NF:        Well, we put it to the members, and the members chose, so, you can’t argue with that, if that’s what party democracy comes up with.  Not everyone is going to like the result, but it is what it is, I mean . . .

NR:        (interrupting) You can’t argue with it, you say, but the leader of UKIP in Wales has done precisely that, he’s argued with it and he said it’s not who he wanted.

NF:        Well, it’s not who he wanted – that’s up to him isn’t it? Look, the point is this: we may have some discussions about who should and should not be candidates in winnable positions, but I look at the Conservative Party, which is literally ripping itself to pieces, and a Labour Party where over 80% of the MPs don’t want Corbyn as leader, and I look at their problems and think, ‘what I’ve got is nothing.’

NR:        (short laugh) You say it’s nothing, but of course, one of your most prominent members – well, is she a member?  It’s an interesting question, isn’t it?  Suzanne Evans, wanted to run against you for leader, was a prominent figure on television and radio, she’s now been suspended.  It sounds again, you can’t really deal with the competition.

NF:        Nothing to do with me.  I, I’m party leader, Nick, I tour the country, I try and raise money, I try and get the (fragment of word, unclear) the party coverage, I try and enthuse the troops.  I don’t deal with discipline or candidate selection, and I never have done.

NR:        Nothing to do with you? Suzanne Evans . . .

NF:        (speaking over) I have nothing . . .

NR:        (speaking over) You have no influence over what the party does.

NF:        Zip.

NR:        Okay, well let’s take the opportunity now, why don’t you take the opportunity now to say, ‘I want her back, she’s one of our best and most prominent voices, we need her, she’s a contrast to me, we don’t get on, but let’s have her back.’

NF:        (speaking over) Well, I don’t think she behaved terribly well, so . . .

NR:        So you don’t want her back?

NF:        I don’t think she’s behaved terribly well, she’s suspended for a short period of time, but, but frankly (words unclear due to speaking over)

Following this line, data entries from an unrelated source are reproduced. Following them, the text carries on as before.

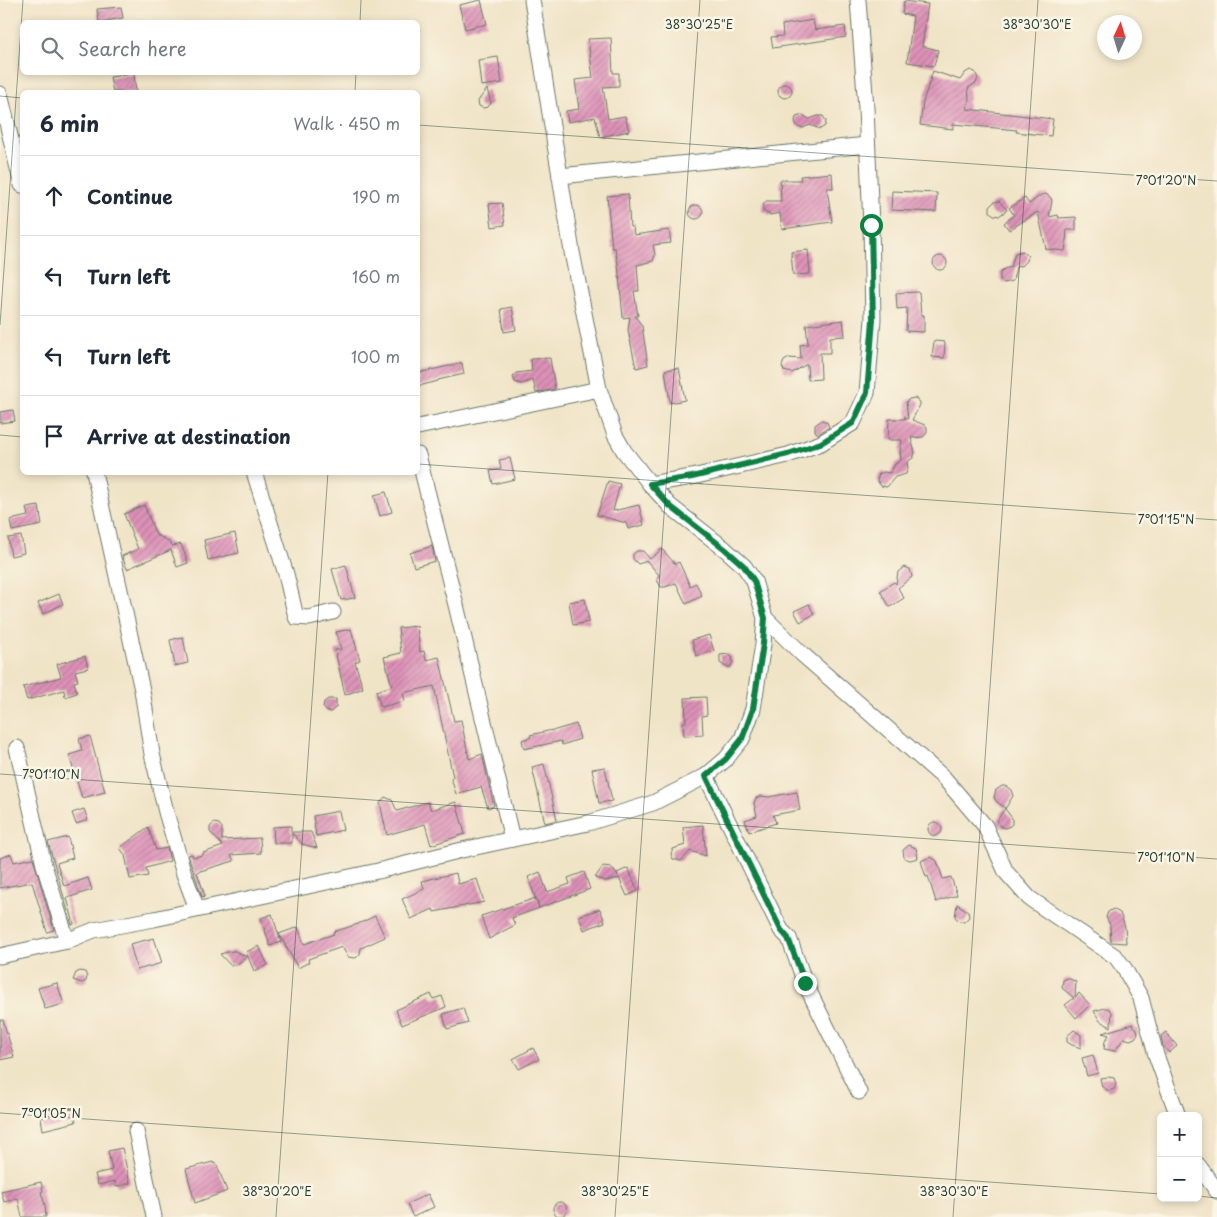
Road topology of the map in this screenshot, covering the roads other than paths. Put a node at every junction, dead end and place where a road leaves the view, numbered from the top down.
1 (532, 0) edge
2 (858, 0) edge
3 (0, 94) edge
4 (867, 145) junction
5 (560, 176) junction
6 (20, 177) edge
7 (599, 388) junction
8 (420, 427) edge
9 (420, 463) edge
10 (95, 475) edge
11 (255, 475) edge
12 (650, 484) junction
13 (333, 612) dead end
14 (765, 618) junction
15 (17, 748) dead end
16 (706, 776) junction
17 (512, 839) junction
18 (197, 909) junction
19 (67, 941) junction
20 (0, 956) edge
21 (859, 1092) dead end
22 (1177, 1112) edge
23 (136, 1131) dead end
24 (1202, 1169) edge
25 (1217, 1190) edge
26 (154, 1217) edge

1 - 5 street
2 - 4 street
3 - 6 street
4 - 5 street
4 - 12 street
5 - 7 street
7 - 8 street
7 - 12 street
9 - 17 street
10 - 18 street
11 - 13 street
12 - 14 street
14 - 16 street
14 - 22 street
15 - 19 street
16 - 17 street
16 - 21 street
17 - 18 street
18 - 19 street
19 - 20 street
23 - 26 street
24 - 25 street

NR:        (speaking over) Do you want her back or not though, I’m just asking you that.

NF:        (speaking over) Well, as I say we’ve got, on May 5 UKIP is going to make a significant breakthrough into lots of levels of parliament and assembly to which we’ve never been before, and off the back of that we’re going to fight a big, strong campaign in the run-up to the referendum on June 23, and I think it’s very important, in this referendum campaign that the Leave side actually gets into the other half of the pitch and starts to challenge the Remain side about open-door immigration, about the fact, the figures that are out this morning, saying we’ve underestimated Eastern Europ— Eastern European migration by at least 50,000 people a year . . .

NR:        (speaking over) There are some other figures out this morning as well, you may have heard them, the Organisation for Economic Cooperation and Development, the OECD, says Brexit is like a tax, that it will cost people the equivalent of one month’s salary . . .

NF:        (speaking over) Yeah, yeah.

NR:        . . . by 2020.  Do you say, ‘Yeah, yeah’, but . . .

NF:        (speaking over) Yeah, yeah, yeah. IMF, OECD, you know, a whole series of international organisations, stuffed full of overpaid people who failed in politics mostly, (fragments of words, unclear) and frankly . . .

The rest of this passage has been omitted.